WIPensFan;1211831 said:


> Good job on the vid. I don't know about the song choice - "a$$hole cowboy"?


Thanks but ya like someone said below its asphault cowboy lol


IC-Smoke;1211842 said:


> great video!!! keep up the good work!! have you looked into the go pro cameras?


never heard of them just checked them out, nice but pricey 


tls22;1211854 said:


> wow wow...what a great video brad....one of the best...and i thought it could not get any better then the blizzard video....nice job...watch it twice already


Thanks Tim:waving:


BushHogBoy;1211856 said:


> wow you seriously mistook the song... It's Asphalt Cowboy by Jason Aldean, its a good song and fairly so fitting for the video. Look up the song and listen to it again without plowing in the vid so you're not distracted and can listen to the words
> 
> Or maybe you're just tryin to be funny and make a joke, but I got the impression you didn't hear it correctly maybe?
> 
> Nice vid, I like the Snowmageddon one!


Thanks, ya the song fit nice even though its more about driving 18wheelers it fits plowing good, yeah that was a good video too!


exmark;1211857 said:


> Very nice vid.


TY


RBRONKEMA GHTFD;1211864 said:


> Nice vid. what do you use to edit your vids?

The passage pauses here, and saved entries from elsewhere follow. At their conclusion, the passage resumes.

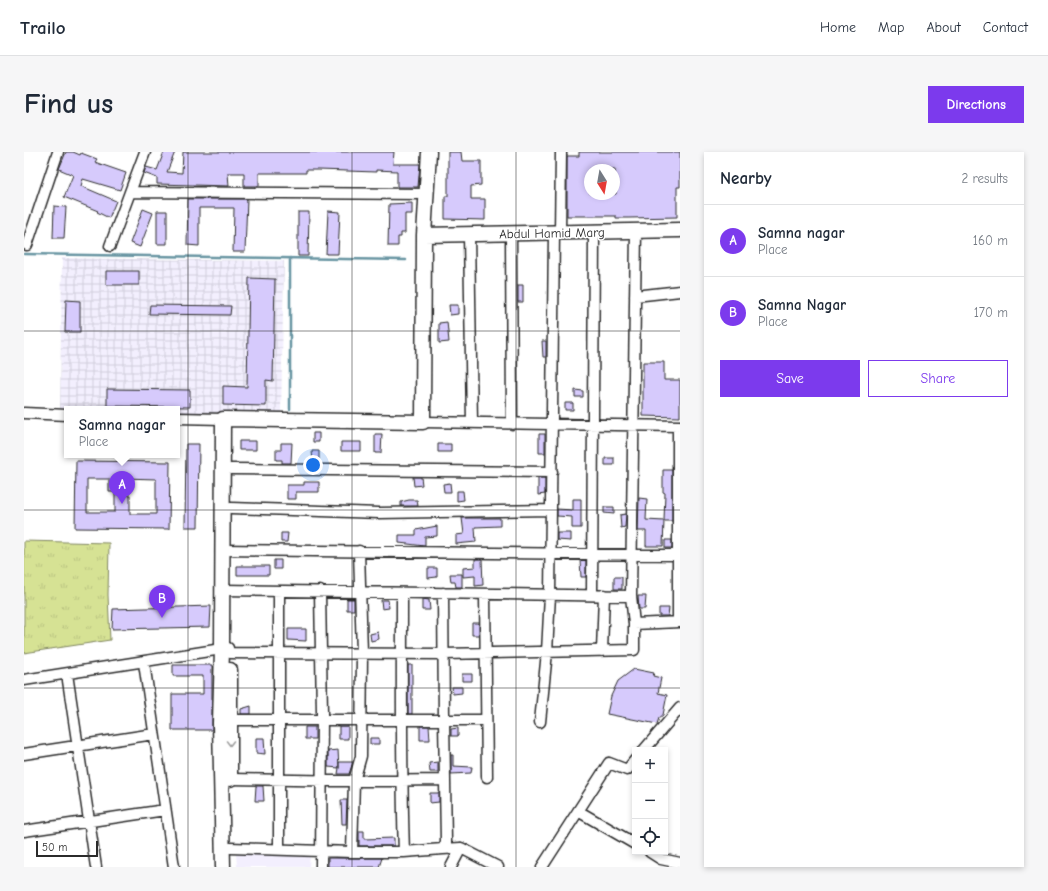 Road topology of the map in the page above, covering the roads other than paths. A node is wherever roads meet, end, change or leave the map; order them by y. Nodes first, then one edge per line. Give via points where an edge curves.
1 (58, 152) edge
2 (145, 152) edge
3 (429, 152) edge
4 (561, 152) edge
5 (130, 192) junction
6 (427, 194) junction
7 (680, 230) edge
8 (636, 231) junction
9 (557, 232) junction
10 (511, 233) junction
11 (594, 233) junction
12 (469, 234) junction
13 (424, 235) junction
14 (27, 245) dead end
15 (110, 246) dead end
16 (680, 291) edge
17 (634, 296) junction
18 (24, 413) edge
19 (64, 414) edge
20 (180, 418) edge
21 (227, 420) junction
22 (423, 422) junction
23 (472, 423) junction
24 (512, 424) junction
25 (553, 424) junction
26 (592, 425) junction
27 (632, 426) junction
28 (679, 426) edge
29 (231, 469) junction
30 (552, 472) junction
31 (231, 508) junction
32 (551, 510) junction
33 (227, 550) junction
34 (359, 551) junction
35 (551, 553) junction
36 (593, 553) junction
37 (631, 554) junction
38 (677, 555) junction
39 (226, 590) junction
40 (279, 591) junction
41 (320, 592) junction
42 (359, 592) junction
43 (402, 593) junction
44 (443, 593) junction
45 (485, 594) junction
46 (550, 594) junction
47 (592, 595) junction
48 (604, 595) junction
49 (631, 596) junction
50 (679, 622) edge
51 (634, 624) junction
52 (228, 650) junction
53 (602, 651) junction
54 (547, 652) junction
55 (279, 653) junction
56 (362, 653) junction
57 (487, 653) junction
58 (321, 654) junction
59 (402, 654) junction
60 (444, 654) junction
61 (144, 663) junction
62 (67, 674) junction
63 (24, 680) edge
64 (680, 708) edge
65 (230, 720) junction
66 (279, 720) junction
67 (322, 720) junction
68 (361, 720) junction
69 (402, 720) junction
70 (444, 720) junction
71 (486, 720) junction
72 (540, 722) dead end
73 (154, 734) junction
74 (78, 746) junction
75 (647, 747) edge
76 (24, 754) edge
77 (632, 764) edge
78 (486, 777) dead end
79 (230, 779) junction
80 (279, 779) junction
81 (321, 780) junction
82 (445, 780) junction
83 (354, 781) junction
84 (401, 781) junction
85 (165, 810) junction
86 (578, 811) junction
87 (90, 821) junction
88 (24, 831) edge
89 (632, 842) edge
90 (230, 848) junction
91 (461, 848) junction
92 (279, 849) junction
93 (444, 849) junction
94 (321, 850) junction
95 (352, 852) junction
96 (404, 852) junction
97 (655, 855) edge
98 (680, 863) edge
99 (96, 867) edge
100 (174, 867) edge
101 (223, 867) edge
102 (230, 867) edge
103 (321, 867) edge
104 (451, 867) edge
105 (498, 867) edge
106 (542, 867) edge

1 - 14 street
2 - 5 street
3 - 6 street
4 - 9 street
5 - 6 street
5 - 15 street
6 - 13 street
7 - 8 street, Abdul Hamid Marg
8 - 11 street, Abdul Hamid Marg
8 - 17 street
9 - 10 street, Abdul Hamid Marg
9 - 11 street, Abdul Hamid Marg
9 - 25 street
10 - 12 street, Abdul Hamid Marg
10 - 24 street
11 - 26 street
12 - 13 street, Abdul Hamid Marg
12 - 23 street
13 - 22 street
16 - 17 street
17 - 27 street
18 - 19 street
20 - 21 street
21 - 22 street
21 - 29 street
21 - 33 street
22 - 23 street
23 - 24 street
24 - 25 street
25 - 26 street
25 - 30 street
26 - 27 street
26 - 36 street
27 - 28 street
27 - 37 street
28 - 38 street
29 - 30 street
29 - 31 street
30 - 32 street
31 - 32 street via 379,513
31 - 33 street
32 - 35 street
33 - 34 street
33 - 39 street
34 - 35 street
34 - 42 street
35 - 36 street
35 - 46 street
36 - 37 street
36 - 47 street
37 - 38 street
37 - 49 street
38 - 50 street
39 - 40 street
39 - 52 street
40 - 41 street
40 - 55 street
41 - 42 street
41 - 58 street
42 - 43 street
42 - 56 street
43 - 44 street
43 - 59 street
44 - 45 street
44 - 60 street
45 - 46 street
45 - 57 street
46 - 47 street
46 - 54 street
47 - 48 street
48 - 49 street
48 - 53 street
49 - 51 street
50 - 51 street
51 - 53 street via 634,650
52 - 55 street
52 - 61 street
52 - 65 street
52 - 101 street via 220,722
53 - 54 street
54 - 57 street
54 - 72 street
55 - 58 street
55 - 66 street
56 - 58 street
56 - 59 street
56 - 68 street
57 - 60 street
57 - 71 street
58 - 67 street
59 - 60 street
59 - 69 street
60 - 70 street
61 - 62 street
61 - 73 street
62 - 63 street
62 - 74 street
64 - 75 street
65 - 66 street
65 -> 79 street
66 - 67 street
66 - 80 street
67 - 68 street
67 - 81 street
68 - 69 street
68 - 83 street via 361,756
69 - 70 street
69 - 84 street
70 - 71 street
70 - 82 street
71 - 78 street
73 - 74 street
73 - 85 street
74 - 76 street
74 - 87 street
77 - 86 street via 627,770 609,763
79 - 80 street
79 - 90 street
80 - 81 street
80 - 92 street
81 - 83 street
81 - 94 street
82 - 84 street
82 - 93 street
83 - 84 street
83 - 95 street
84 - 96 street
85 - 87 street
85 - 100 street
86 - 89 street
86 - 106 street
87 - 88 street
87 - 99 street
90 - 92 street
90 - 102 street
91 - 93 street
91 - 104 street
91 - 105 street
92 - 94 street
93 - 96 street
94 - 95 street
94 - 103 street
95 - 96 street
97 - 98 street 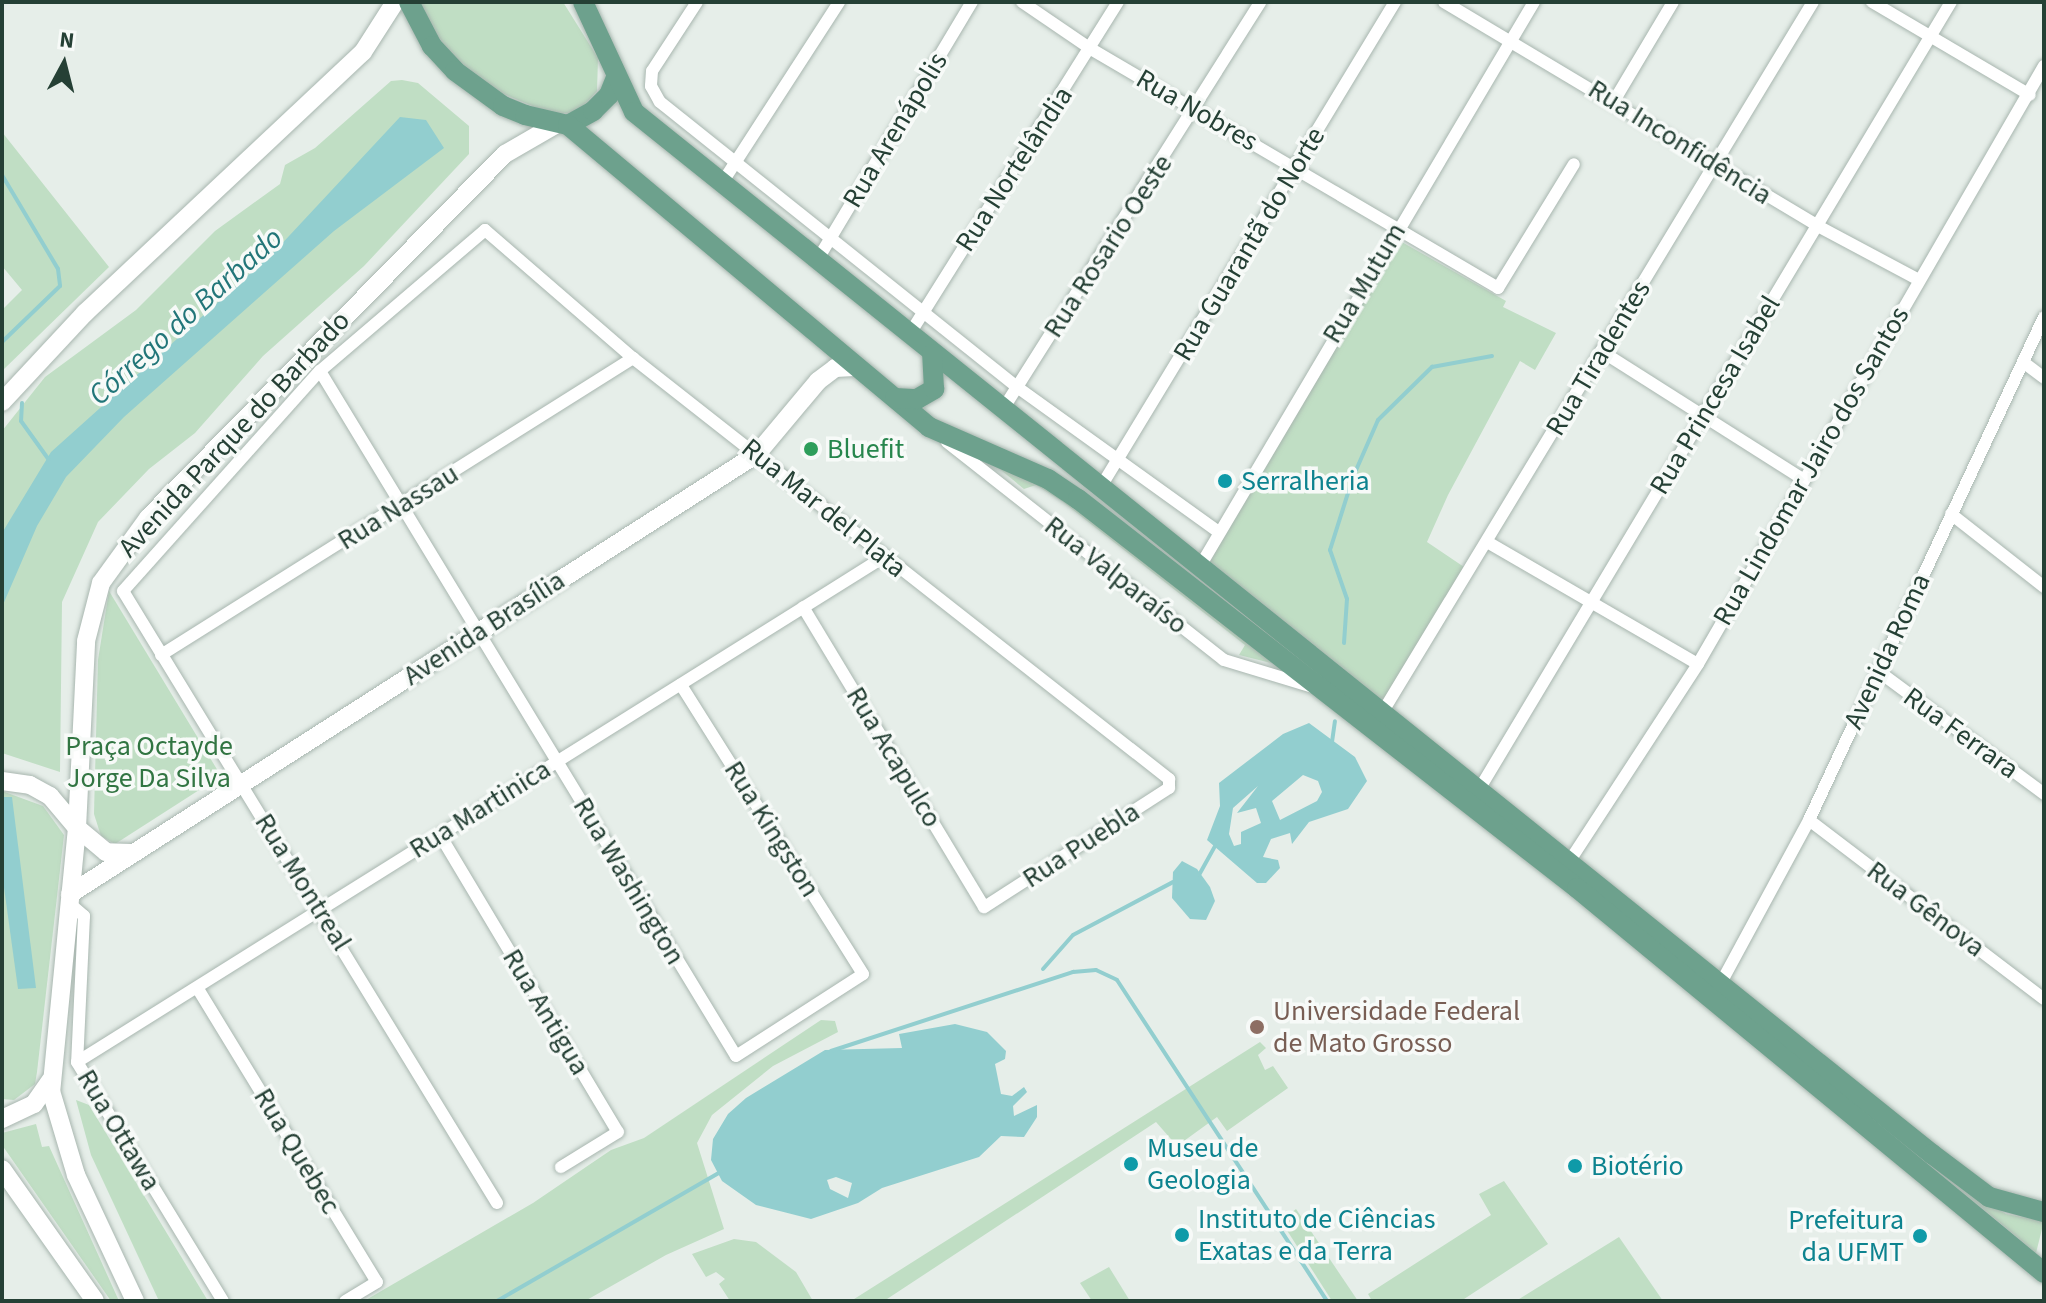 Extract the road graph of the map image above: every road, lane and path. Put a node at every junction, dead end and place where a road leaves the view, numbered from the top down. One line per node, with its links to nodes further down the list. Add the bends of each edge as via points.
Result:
1 (395, 2): 51 (main road, via 363,52 85,313)
2 (409, 2): 25 (main road, via 432,46 473,87 503,106)
3 (583, 2): 21 (main road, via 601,31)
4 (697, 2): 27 (street, via 652,71 651,86 660,102)
5 (839, 2): 27 (street)
6 (972, 2): 34 (street, Rua Arenápolis)
7 (1022, 2): 19 (street, Rua Nobres)
8 (1118, 2): 19 (street, Rua Nortelândia)
9 (1260, 2): 24 (street, Rua Rosario Oeste)
10 (1395, 2): 29 (street, Rua Guarantã do Norte)
11 (1444, 2): 18 (street, Rua Inconfidência)
12 (1534, 2): 18 (street, Rua Mutum)
13 (1673, 2): 23 (street)
14 (1813, 2): 28 (street, Rua Tiradentes)
15 (1872, 2): 17 (street)
16 (1951, 2): 17 (street, Rua Princesa Isabel)
17 (1930, 37): 22 (street); 31 (street, Rua Princesa Isabel)
18 (1511, 40): 23 (street, Rua Inconfidência); 32 (street, Rua Mutum)
19 (1091, 49): 24 (street, Rua Nobres); 37 (street, Rua Nortelândia)
20 (2044, 66): 22 (street, Rua Lindomar Jairo dos Santos)
21 (616, 78): 25 (main road, via 593,111); 30 (main road, via 634,112)
22 (2030, 95): 36 (street, Rua Lindomar Jairo dos Santos)
23 (1614, 101): 28 (street, Rua Inconfidência)
24 (1196, 109): 29 (street, Rua Nobres); 49 (street, Rua Rosario Oeste)
25 (561, 125): 40 (main road); 82 (main road, Avenida Parque do Barbado, via 505,154 118,555 96,596 86,641)
26 (1574, 164): 32 (street, Rua Nobres, via 1498,288)
27 (738, 165): 30 (street); 34 (street)
28 (1715, 165): 31 (street, Rua Inconfidência); 41 (street, Rua Tiradentes)
29 (1295, 168): 32 (street, Rua Nobres); 56 (street, Rua Guarantã do Norte)
30 (722, 183): 35 (main road)
31 (1816, 225): 36 (street, Rua Inconfidência); 53 (street, Rua Princesa Isabel)
32 (1396, 228): 61 (street, Rua Mutum)
33 (485, 230): 43 (street, Rua Mar del Plata); 46 (street, Rua Montreal)
34 (830, 240): 35 (street, Rua Arenápolis); 37 (street)
35 (818, 259): 39 (main road)
36 (1917, 279): 57 (street, Rua Lindomar Jairo dos Santos)
37 (922, 313): 39 (street, Rua Nortelândia); 49 (street)
38 (2044, 317): 44 (street, Avenida Roma)
39 (909, 335): 42 (main road)
40 (820, 339): 45 (main road); 48 (main road, via 825,357)
41 (1601, 351): 53 (street); 62 (street, Rua Tiradentes)
42 (932, 354): 50 (main road, via 934,389 917,399); 52 (main road)
43 (633, 358): 55 (street, Rua Mar del Plata); 59 (street, Rua Nassau)
44 (2023, 362): 47 (street); 60 (street, Avenida Roma)
45 (854, 367): 48 (main road, Avenida Brasília, via 835,368); 50 (main road)
46 (320, 371): 59 (street, Rua Washington); 69 (street, Rua Montreal, via 123,591)
47 (2044, 378)
48 (818, 381): 55 (main road, Avenida Brasília)
49 (1017, 387): 52 (street, Rua Rosario Oeste); 56 (street)
50 (895, 398): 54 (main road)
51 (2, 402)
52 (1005, 406): 58 (main road)
53 (1705, 412): 57 (street); 66 (street, Rua Princesa Isabel)
54 (929, 427): 73 (main road, via 1048,479); 73 (street, Rua Valparaíso, via 1224,660)
55 (757, 454): 63 (street, Rua Mar del Plata); 68 (main road, Avenida Brasília)
56 (1119, 461): 58 (street, Rua Guarantã do Norte); 61 (street)
57 (1803, 479): 70 (street, Rua Lindomar Jairo dos Santos)
58 (1102, 485): 64 (main road)
59 (401, 505): 68 (street, Rua Washington); 69 (street, Rua Nassau)
60 (1951, 514): 65 (street); 71 (street, Avenida Roma)
61 (1219, 532): 64 (street, Rua Mutum)
62 (1489, 543): 66 (street); 74 (street, Rua Tiradentes)
63 (884, 557): 67 (street, Rua Martinica); 76 (street, Rua Mar del Plata)
64 (1199, 568): 74 (main road)
65 (2044, 587)
66 (1591, 602): 70 (street); 79 (street, Rua Princesa Isabel)
67 (803, 607): 72 (street, Rua Martinica); 87 (street, Rua Acapulco)
68 (478, 632): 75 (street, Rua Washington); 78 (main road, Avenida Brasília)
69 (161, 655): 78 (street, Rua Montreal)
70 (1698, 664): 85 (street, Rua Lindomar Jairo dos Santos)
71 (1878, 671): 80 (street, Rua Ferrara); 81 (street, Avenida Roma)
72 (681, 685): 75 (street, Rua Martinica); 89 (street, Rua Kingston)
73 (1320, 689): 100 (main road, via 1782,1053 1985,1230)
74 (1382, 713): 79 (main road)
75 (557, 761): 83 (street, Rua Martinica); 89 (street, Rua Washington, via 736,1056)
76 (1169, 779): 87 (street, Rua Puebla, via 1165,792)
77 (2, 781): 82 (main road, via 30,785)
78 (239, 783): 84 (main road, Avenida Brasília); 88 (street, Rua Montreal)
79 (1480, 788): 85 (main road)
80 (2044, 794)
81 (1809, 820): 90 (street, Avenida Roma); 92 (street, Rua Gênova)
82 (73, 821): 84 (main road, via 106,852); 86 (main road, Avenida Parque do Barbado)
83 (440, 835): 88 (street, Rua Martinica); 96 (street, Rua Antigua, via 618,1132)
84 (131, 853): 86 (main road, Avenida Brasília)
85 (1569, 862): 90 (main road)
86 (69, 898): 93 (street, Rua Ottawa, via 84,916); 94 (main road, Avenida Parque do Barbado)
87 (984, 907)
88 (321, 908): 91 (street, Rua Martinica); 98 (street, Rua Montreal)
89 (863, 974)
90 (1722, 981): 99 (main road, via 1989,1197)
91 (198, 989): 93 (street, Rua Martinica); 104 (street, Rua Quebec, via 377,1282)
92 (2044, 999)
93 (77, 1062): 103 (street, Rua Ottawa)
94 (51, 1080): 95 (main road, via 34,1104); 102 (main road, Avenida Parque do Barbado, via 76,1175)
95 (2, 1119)
96 (561, 1167)
97 (2, 1169): 101 (main road)
98 (497, 1203)
99 (2044, 1212)
100 (2044, 1273)
101 (95, 1301)
102 (135, 1301)
103 (223, 1301)
104 (345, 1301)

Thanks I used to use windows movie maker now I use a program called pinnacle studio


----------



## snocrete (Feb 28, 2009)

Good vids! Lots of snow in that last one!


----------



## RBRONKEMA GHTFD (Dec 17, 2006)

How do you like the windows one? I have never done it before so i'm curious.


----------



## nicksplowing (Oct 5, 2005)

very nice vid brad


----------



## WIPensFan (Jan 31, 2009)

BushHogBoy;1211856 said:


> wow you seriously mistook the song... It's Asphalt Cowboy by Jason Aldean, its a good song and fairly so fitting for the video. Look up the song and listen to it again without plowing in the vid so you're not distracted and can listen to the words
> 
> Or maybe you're just tryin to be funny and make a joke, but I got the impression you didn't hear it correctly maybe?
> 
> Nice vid, I like the Snowmageddon one!


I know I'm in a mood tonight. I read the song title below the video. I was watching and listening and I'm like, "what the heck did he just say"?! a$$hole cowboy? ohhh...asphault. That makes more sense.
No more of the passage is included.